School of Electronic and Information Engineering, South China University of Technology, Guangzhou 510640, China.
Sensors (Basel). 2021 Mar 18;21(6):2136. doi: 10.3390/s21062136.
Sharing our feelings through content with images and short videos is one main way of expression on social networks. Visual content can affect people's emotions, which makes the task of analyzing the sentimental information of visual content more and more concerned. Most of the current methods focus on how to improve the local emotional representations to get better performance of sentiment analysis and ignore the problem of how to perceive objects of different scales and different emotional intensity in complex scenes. In this paper, based on the alterable scale and multi-level local regional emotional affinity analysis under the global perspective, we propose a multi-level context pyramid network (MCPNet) for visual sentiment analysis by combining local and global representations to improve the classification performance. Firstly, Resnet101 is employed as backbone to obtain multi-level emotional representation representing different degrees of semantic information and detailed information. Next, the multi-scale adaptive context modules (MACM) are proposed to learn the sentiment correlation degree of different regions for different scale in the image, and to extract the multi-scale context features for each level deep representation. Finally, different levels of context features are combined to obtain the multi-cue sentimental feature for image sentiment classification. Extensive experimental results on seven commonly used visual sentiment datasets illustrate that our method outperforms the state-of-the-art methods, especially the accuracy on the FI dataset exceeds 90%.
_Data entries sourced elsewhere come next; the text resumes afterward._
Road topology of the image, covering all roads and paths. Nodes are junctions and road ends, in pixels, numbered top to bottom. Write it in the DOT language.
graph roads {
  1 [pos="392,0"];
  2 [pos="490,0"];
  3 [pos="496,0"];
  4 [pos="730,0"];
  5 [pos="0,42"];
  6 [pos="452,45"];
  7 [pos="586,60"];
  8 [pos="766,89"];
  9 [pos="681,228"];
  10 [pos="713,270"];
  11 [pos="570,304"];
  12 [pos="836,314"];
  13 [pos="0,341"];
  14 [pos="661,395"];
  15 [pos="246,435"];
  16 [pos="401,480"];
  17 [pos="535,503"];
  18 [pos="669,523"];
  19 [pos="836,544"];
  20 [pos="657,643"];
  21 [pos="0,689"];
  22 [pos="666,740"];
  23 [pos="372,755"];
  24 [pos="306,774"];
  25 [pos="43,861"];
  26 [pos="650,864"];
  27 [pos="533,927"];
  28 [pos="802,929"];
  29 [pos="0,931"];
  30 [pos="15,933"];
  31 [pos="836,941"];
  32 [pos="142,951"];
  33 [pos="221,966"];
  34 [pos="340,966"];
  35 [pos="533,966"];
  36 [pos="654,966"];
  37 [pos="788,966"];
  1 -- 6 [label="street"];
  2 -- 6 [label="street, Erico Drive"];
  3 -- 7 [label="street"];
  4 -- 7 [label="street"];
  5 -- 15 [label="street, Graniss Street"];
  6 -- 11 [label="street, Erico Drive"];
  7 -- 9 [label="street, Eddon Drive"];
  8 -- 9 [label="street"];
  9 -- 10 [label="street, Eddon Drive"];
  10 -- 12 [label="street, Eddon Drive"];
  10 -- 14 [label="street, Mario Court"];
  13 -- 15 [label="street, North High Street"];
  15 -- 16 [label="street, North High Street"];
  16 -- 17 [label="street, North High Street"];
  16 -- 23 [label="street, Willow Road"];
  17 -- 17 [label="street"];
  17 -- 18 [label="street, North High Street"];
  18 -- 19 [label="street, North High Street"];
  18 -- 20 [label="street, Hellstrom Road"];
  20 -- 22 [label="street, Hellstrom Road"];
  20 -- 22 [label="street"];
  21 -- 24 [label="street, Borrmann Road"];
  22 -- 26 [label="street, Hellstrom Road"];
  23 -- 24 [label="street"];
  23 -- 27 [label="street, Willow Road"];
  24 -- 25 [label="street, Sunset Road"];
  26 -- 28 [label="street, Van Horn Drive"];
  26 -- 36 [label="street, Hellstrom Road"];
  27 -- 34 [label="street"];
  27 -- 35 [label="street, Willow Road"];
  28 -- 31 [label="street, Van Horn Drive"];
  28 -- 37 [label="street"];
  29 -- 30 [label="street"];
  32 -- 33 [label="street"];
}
通过带有图像和短视频的内容来分享我们的感受是社交网络上的一种主要表达方式。视觉内容可以影响人们的情绪,这使得分析视觉内容的情感信息的任务越来越受到关注。目前的大多数方法都集中在如何改进局部情感表示以获得更好的情感分析性能,而忽略了如何在复杂场景中感知不同尺度和不同情感强度的对象的问题。在本文中,基于全局视角下可改变尺度和多层次局部区域情感亲和度分析,我们提出了一种多层上下文金字塔网络(MCPNet),通过结合局部和全局表示来提高分类性能,进行视觉情感分析。首先,使用 Resnet101 作为骨干网络,获得代表不同语义信息和详细信息程度的多层次情感表示。然后,提出多尺度自适应上下文模块(MACM),用于学习图像中不同尺度的不同区域的情感相关性,并提取每个层次深度表示的多尺度上下文特征。最后,结合不同层次的上下文特征,获得图像情感分类的多线索情感特征。在七个常用视觉情感数据集上的广泛实验结果表明,我们的方法优于最先进的方法,特别是在 FI 数据集上的准确率超过 90%。